ScribeWizard: Generate organized notes from audio using Groq, Whisper, and Llama3
https://wizard.benjamin.sh
MIT License
396 stars 88 forks source link

Audio data is not removed after download in edge case #4

Open Bklieger opened 2 months ago

Bklieger commented 2 months ago

If the user closes the streamlit app window after the YouTube video is downloaded but before the Whisper transcription is complete, the audio data will not be deleted from the download file. This produces a leak of unnecessarily increasing data storage requirements over time. To patch, a PR should be made with a fix that will delete any downloaded files after a user closes the window.

In main.py:

Line 398:

""" Downloads audio files """

if input_method == "YouTube link":
                display_status("Downloading audio from YouTube link ....")
                audio_file_path = download_video_audio(youtube_link, display_download_status)
[...]

Line 417:

""" Transcribes audio using Whisper which may take 3-10 seconds on average, 
during which the user could close the window and stop the program, making the 
removal function below not reached to execute."""

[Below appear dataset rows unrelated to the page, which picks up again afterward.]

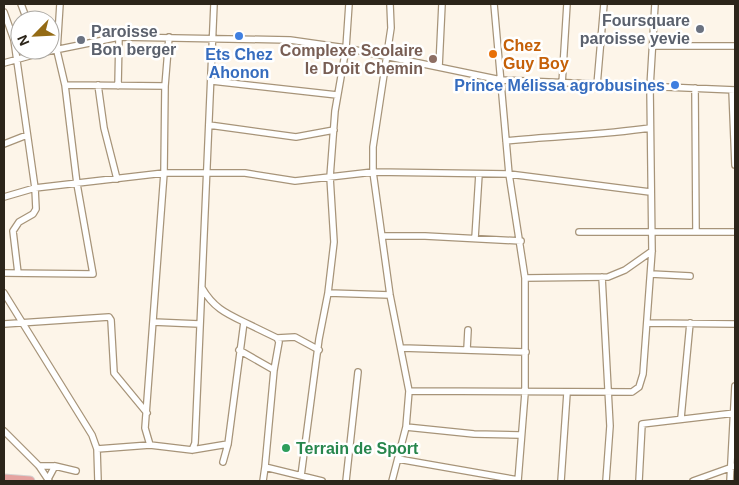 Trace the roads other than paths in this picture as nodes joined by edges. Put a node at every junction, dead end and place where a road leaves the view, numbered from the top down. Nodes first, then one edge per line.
1 (214, 4) edge
2 (349, 4) edge
3 (390, 4) edge
4 (442, 4) edge
5 (494, 4) edge
6 (567, 4) edge
7 (604, 4) edge
8 (655, 4) edge
9 (4, 12) edge
10 (10, 26) edge
11 (119, 36) junction
12 (169, 38) junction
13 (212, 38) junction
14 (653, 46) junction
15 (735, 46) edge
16 (346, 48) junction
17 (60, 50) edge
18 (388, 56) junction
19 (17, 60) edge
20 (59, 60) edge
21 (439, 67) junction
22 (501, 80) junction
23 (212, 81) junction
24 (562, 84) junction
25 (65, 85) junction
26 (98, 85) junction
27 (597, 85) junction
28 (118, 86) junction
29 (165, 86) junction
30 (650, 87) junction
31 (695, 88) junction
32 (734, 90) edge
33 (337, 95) junction
34 (209, 125) junction
35 (650, 128) junction
36 (334, 130) junction
37 (28, 136) junction
38 (506, 141) junction
39 (4, 144) edge
40 (735, 165) edge
41 (372, 172) junction
42 (164, 173) junction
43 (206, 174) junction
44 (479, 174) junction
45 (509, 174) junction
46 (330, 177) junction
47 (117, 179) junction
48 (77, 184) junction
49 (35, 188) junction
50 (650, 192) junction
51 (4, 197) edge
52 (579, 232) dead end
53 (652, 232) junction
54 (696, 232) junction
55 (735, 232) edge
56 (382, 236) junction
57 (475, 238) junction
58 (521, 241) junction
59 (652, 251) junction
60 (4, 272) edge
61 (18, 273) junction
62 (651, 274) junction
63 (690, 276) dead end
64 (602, 277) junction
65 (525, 278) junction
66 (202, 288) junction
67 (4, 293) edge
68 (328, 293) junction
69 (390, 295) junction
70 (153, 322) junction
71 (244, 322) junction
72 (22, 323) junction
73 (690, 323) junction
74 (4, 324) edge
75 (199, 324) junction
76 (647, 324) junction
77 (735, 324) edge
78 (468, 330) dead end
79 (320, 336) junction
80 (277, 338) junction
81 (307, 342) junction
82 (402, 348) junction
83 (467, 349) junction
84 (240, 350) junction
85 (319, 350) junction
86 (526, 352) junction
87 (274, 370) junction
88 (358, 372) dead end
89 (735, 386) edge
90 (409, 391) junction
91 (567, 393) junction
92 (608, 393) junction
93 (525, 394) junction
94 (147, 413) junction
95 (734, 413) edge
96 (681, 418) junction
97 (406, 427) junction
98 (4, 431) edge
99 (520, 435) junction
100 (228, 444) junction
101 (150, 445) junction
102 (97, 449) junction
103 (196, 449) junction
104 (398, 459) junction
105 (223, 462) dead end
106 (39, 466) junction
107 (55, 466) junction
108 (265, 467) junction
109 (733, 467) edge
110 (76, 471) dead end
111 (302, 476) junction
112 (4, 479) edge
113 (49, 480) edge
114 (344, 480) edge
115 (699, 480) edge
116 (30, 481) edge
117 (98, 481) edge
118 (263, 481) edge
119 (322, 481) edge
120 (392, 481) edge
121 (518, 481) edge
122 (561, 481) edge
123 (606, 481) edge
124 (639, 481) edge
125 (693, 481) edge
126 (730, 481) edge

1 - 13 street
2 - 16 street
3 - 18 street
4 - 21 street
5 - 22 street
6 - 24 street
7 - 27 street
8 - 14 street
9 - 10 street
11 - 12 street
11 - 17 street
11 - 28 street
12 - 13 street
12 - 29 street
13 - 16 street
13 - 23 street
14 - 15 street
14 - 30 street
16 - 18 street
16 - 33 street
18 - 21 street
18 - 41 street
19 - 37 street
20 - 25 street
21 - 22 street
22 - 24 street
22 - 38 street
23 - 33 street
23 - 34 street
24 - 27 street
25 - 26 street
25 - 48 street
26 - 28 street
26 - 47 street
27 - 30 street
28 - 29 street
29 - 42 street
30 - 31 street
30 - 35 street
31 - 32 street
31 - 54 street
32 - 40 street
33 - 36 street
34 - 36 street
34 - 43 street
35 - 38 street
35 - 50 street
36 - 46 street
37 - 39 street
37 - 49 street
38 - 45 street
41 - 44 street
41 - 46 street
41 - 56 street
42 - 43 street
42 - 47 street
42 - 70 street
43 - 46 street
43 - 66 street
44 - 45 street
44 - 57 street
45 - 50 street
45 - 58 street
46 - 68 street
47 - 48 street
48 - 49 street
48 - 61 street
49 - 51 street
49 - 61 street
50 - 53 street
52 - 53 street
53 - 54 street
53 - 59 street
54 - 55 street
56 - 57 street
56 - 69 street
57 - 58 street
58 - 65 street
59 - 62 street
59 - 64 street
60 - 61 street
62 - 63 street
62 - 76 street
64 - 65 street
64 - 92 street
65 - 86 street
66 - 71 street
66 - 75 street
67 - 72 street
68 - 69 street
68 - 79 street
69 - 82 street
70 - 75 street
70 - 94 street
71 - 80 street
71 - 84 street
72 - 74 street
72 - 94 street
72 - 102 street
73 - 76 street
73 - 77 street
73 - 96 street
75 - 103 street
76 - 92 street
78 - 83 street
79 - 81 street
79 - 85 street
80 - 81 street
80 - 87 street
81 - 85 street
82 - 83 street
82 - 90 street
83 - 86 street
84 - 87 street
84 - 100 street
85 - 111 street
86 - 93 street
87 - 108 street
88 - 114 street
89 - 95 street
90 - 93 street
90 - 97 street
91 - 92 street
91 - 93 street
91 - 122 street
92 - 123 street
93 - 99 street
94 - 101 street
95 - 96 street
95 - 109 street
96 - 124 street
97 - 99 street
97 - 104 street
98 - 106 street
99 - 121 street
100 - 103 street
100 - 105 street
101 - 102 street
101 - 103 street
102 - 117 street
104 - 120 street
104 - 121 street
106 - 107 street
106 - 113 street
107 - 110 street
107 - 113 street
108 - 111 street
108 - 118 street
109 - 115 street
109 - 126 street
111 - 119 street
112 - 116 main road
115 - 125 street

display_status("Transcribing audio in background....")
transcription_text = transcribe_audio(audio_file)
display_statistics()

Line 421:

""" Removes downloaded audio files from download folder """

delete_download(audio_file_path)
Bklieger commented 2 months ago

This bug has been partially mitigated (https://github.com/Bklieger/groqnotes/commit/78feeb745c61cd4d818527cfcaf8c45c53e14b14) by deleting the audio files after reading the audio data. This means if the user closes the window after the download is fully complete and processed, the audio files will not be in the downloads folder.

However, this is an incomplete fix as there still remains the case in which a user closes the app window before the full download and processing is complete, leaving data in the downloads folder which will not be deleted automatically.

To patch, a PR should still be made with a fix that will delete any downloaded files after a user closes the window.